Cuba: la figlia del vicepresidente scappa in USA per amore

Shakespeare riemerge ai Cairaibi e riscrive il Romeo e Giulietta del Dopoguerra Fredda: Con il trasporto dell’uragano Isaac, Glenda Murillo se n`è fregata dei destini del mondo, del suo cognome e dei nemici degli amici di suo padre ed ‘è andata illegalmente in Florida ad abbracciare il suo amato. Ma ha lasciato un marito a casa?

Proibito: passa il tempo, ma l'amore batte ancora la politica (foto: Romeo+Juliet)

Proibito: passa il tempo, ma l'amore batte ancora la politica (foto: Romeo+Juliet)

Non è stata la politica a tingere di vergogna il governo cubano, ma l’unica cosa più forte di essa: l’amore. È solo un sospetto, ma un sospetto molto confermato quello per cui Glenda Murillo, figlia di uno dei vicepresidente cubani, Marino Murillo, sarebbe fuggita a Tampa, Florida, solamente per vedere il proprio fidanzato. Il problema è che, oltre all’onore, forse ha lasciato a casa anche un marito, a marcire solo con il 2 di picche e la tessera annonaria di un regime ormai sbugiardato anche dai suoi stessi eredi.
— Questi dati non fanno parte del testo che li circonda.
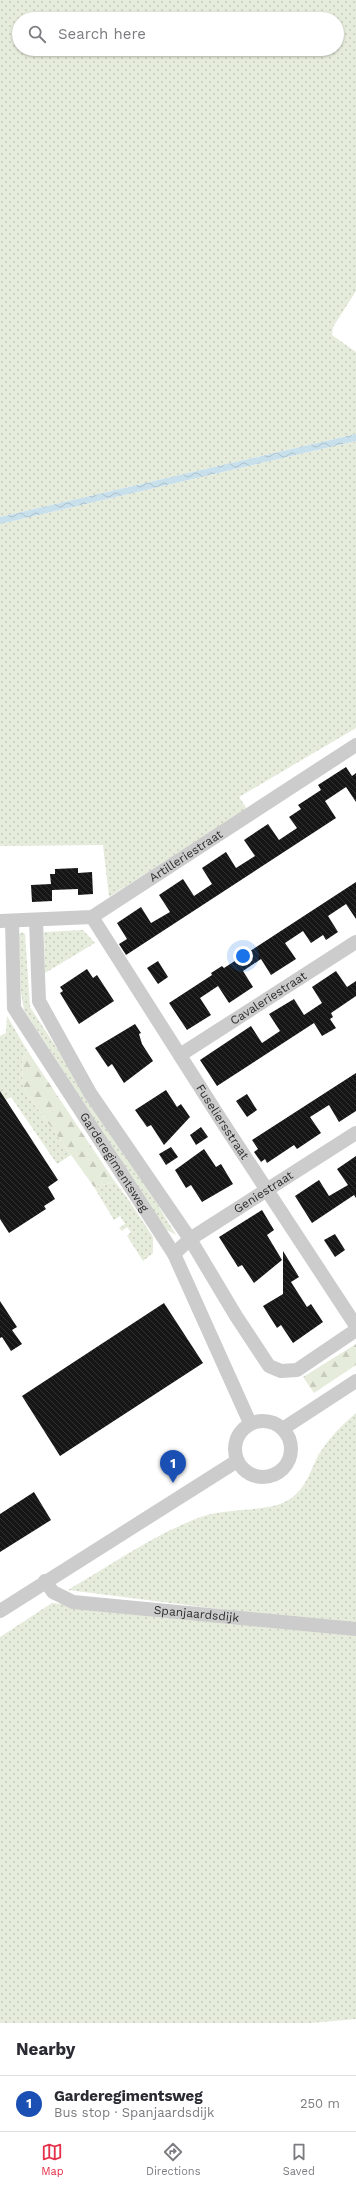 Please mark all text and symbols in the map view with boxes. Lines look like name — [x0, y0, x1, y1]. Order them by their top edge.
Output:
search box — [12, 12, 344, 56]
icon: search — [26, 23, 48, 45]
text: Search here — [58, 25, 146, 43]
street label: Artilleriestraat — [147, 827, 225, 885]
your location — [233, 946, 253, 966]
street label: Cavaleriestraat — [228, 969, 309, 1028]
street label: Fuseliersstraat — [193, 1082, 252, 1162]
street label: Garderegimentsweg — [77, 1110, 152, 1215]
street label: Geniestraat — [231, 1168, 296, 1216]
pin: 1 — [160, 1450, 186, 1483]
street label: Spanjaardsdijk — [153, 1603, 240, 1625]
text: Nearby — [16, 2039, 75, 2059]
text: Garderegimentsweg — [54, 2087, 203, 2105]
text: 1 — [26, 2096, 32, 2111]
text: 250 m — [300, 2096, 340, 2111]
text: Bus stop · Spanjaardsdijk — [54, 2105, 214, 2120]
tab: Map — [41, 2141, 64, 2178]
tab: Directions — [146, 2141, 200, 2178]
tab: Saved — [283, 2141, 315, 2178] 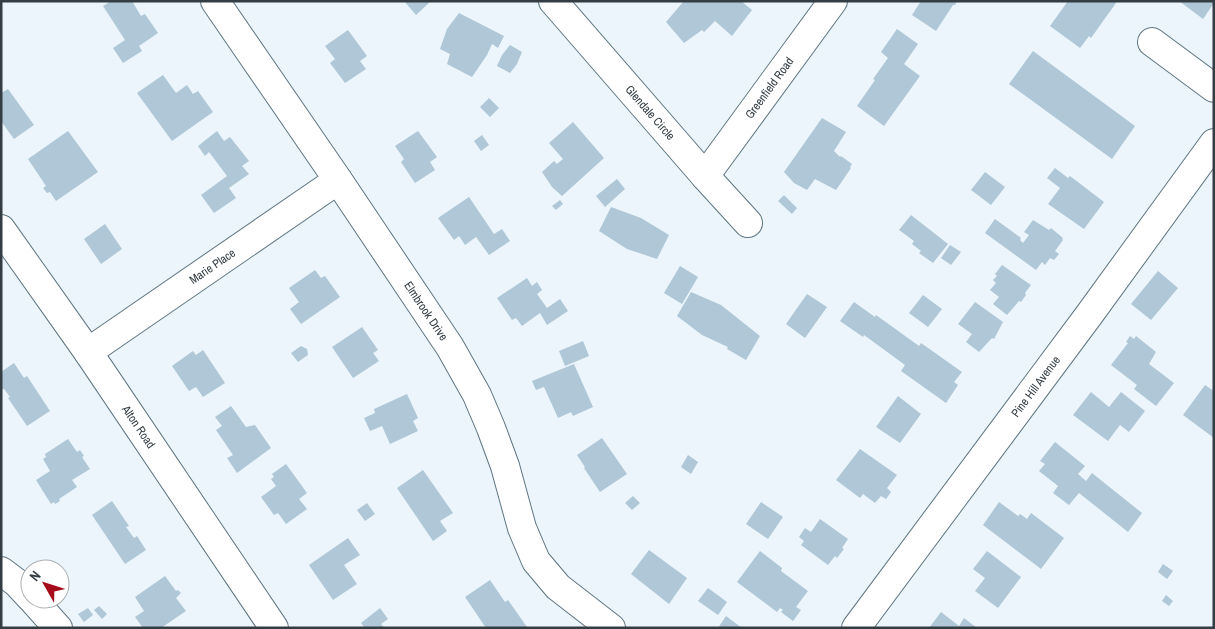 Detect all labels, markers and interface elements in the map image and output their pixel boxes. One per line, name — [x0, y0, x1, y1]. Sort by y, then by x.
street label: Greenfield Road — [742, 54, 797, 122]
street label: Glendale Circle — [622, 82, 678, 144]
street label: Marie Place — [186, 245, 239, 288]
street label: Elmbrook Drive — [400, 278, 451, 344]
street label: Pine Hill Avenue — [1008, 353, 1064, 421]
street label: Alton Road — [118, 401, 159, 452]
north arrow — [20, 559, 70, 609]
text: N — [25, 567, 45, 585]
L’identità del floridano, per i cui baci val la pena di far tremare un’intero sistema diplomatico, però, resta per il momento segreta, visto che la  sua irriverente e impavida amata vuole proteggerlo dalla fama, la macchina in cui è nata e che ora le si ritorce contro. Questo dettaglio del grande mistero accresce le congetture sull’origine cubano-americana del visitato, cioè del fatto che il ragazzo sia emigrato illegalmente in USA, guadagnandosi l’appellativo di disertore, che ora affibbiano anche al suo amore.

L’intrigo, poi, non si limita a questi espedienti da romanzetto rosa, ma accredita vere e proprie soluzioni di trama da thriller di spionaggio, misto a  telenovela latinoamericana: a Cuba, infatti, sarebbe rimasto un immancabile terzo uomo, pronto a rivendicare i suoi diritti sentimentali e legali sulla ragazza. Costui si è presentato come il marito di Glenda, rispondendo sul suo telefono cellulare cubano, ad una chiamata realizzata dal Nuevo Herald di Miami, il più noto quotidiano anti-castrista degli Usa, andato in brodo di giuggiole non appena si è trovato la figlia di un alto rango del regime a pochi chilometri dalla propria redazione, in Florida, e per questo scatenato nel cercare dettagli piccanti. Secondo le indagini svolte dal giornale, che ha parlato con la zia della ragazza in un momento in cui questa garantiva di avere accanto la congiunta, ma non chiariva se ora si trovasse in Usa o a Cuba, la giovane sarebbe entrata negli Stati Uniti grazie a un cosidetto visto parole, cioè un permesso d’ingresso garantito per conseguenza della sola presenza sul suolo americano. Un diritto che deriva da una normativa varata da Washington in esclusiva per i cittadini cubani, volta chiaramente a favorirne la fuga dall’isola ed il conseguente discredito che la massificazione di questa comporta per il governo Castro.

Oltre alla versione della scappatella d’amore, la zia ha anche smentito il fatto che la mora Glenda, di appena 24 anni, avesse lasciato un qualche vincolo coniugale a Cuba, motivo per cui tra l’altro, ora non avrebbe alcun problema a ritornavi, naturalmente dopo l’ultimo cinema e patatine in coppia, nella terra del consumismo maturo. Fin qui tutto bene, ma allora chi sarebbe colui che risponde al suo telefono di L’Avana e si fa passare per il marito?

Ed ecco il momento in cui le veritá si tingono più che mai degli interessi personali di ciascuno. La zia dice che Glenda avrebbe venduto il suo telefono cellulare poco prima di partire, a un non meglio precisato signore, che ora risponderebbe allo stesso presentandosi come chi in realtá non è. Tuttavia, in questo è difficile crederle. Il Nuevo Herald, d’altronde, dice che si tratta di un agente messo di piantone in casa della ragazza, dove sarebbe rimasto il suo cellulare (che non funziona in Usa) prima della sua partenza. Peró, la voglia di questa testata di infangare tutto ciò che è comunismo cubano, rende anche in questo caso difficile la mozione di fiducia. Pangea News, che è pura fino al midollo, e come Glenda prende sul serio solo l’amore, dice che quell’uomo era in realtá Cupido, rapido nell’inventare una scusa con i cronisti dell’Heraldo, per regalare qualche giorno di baci in piú ai Romeo e Giulietta del Dopoguerra Fredda.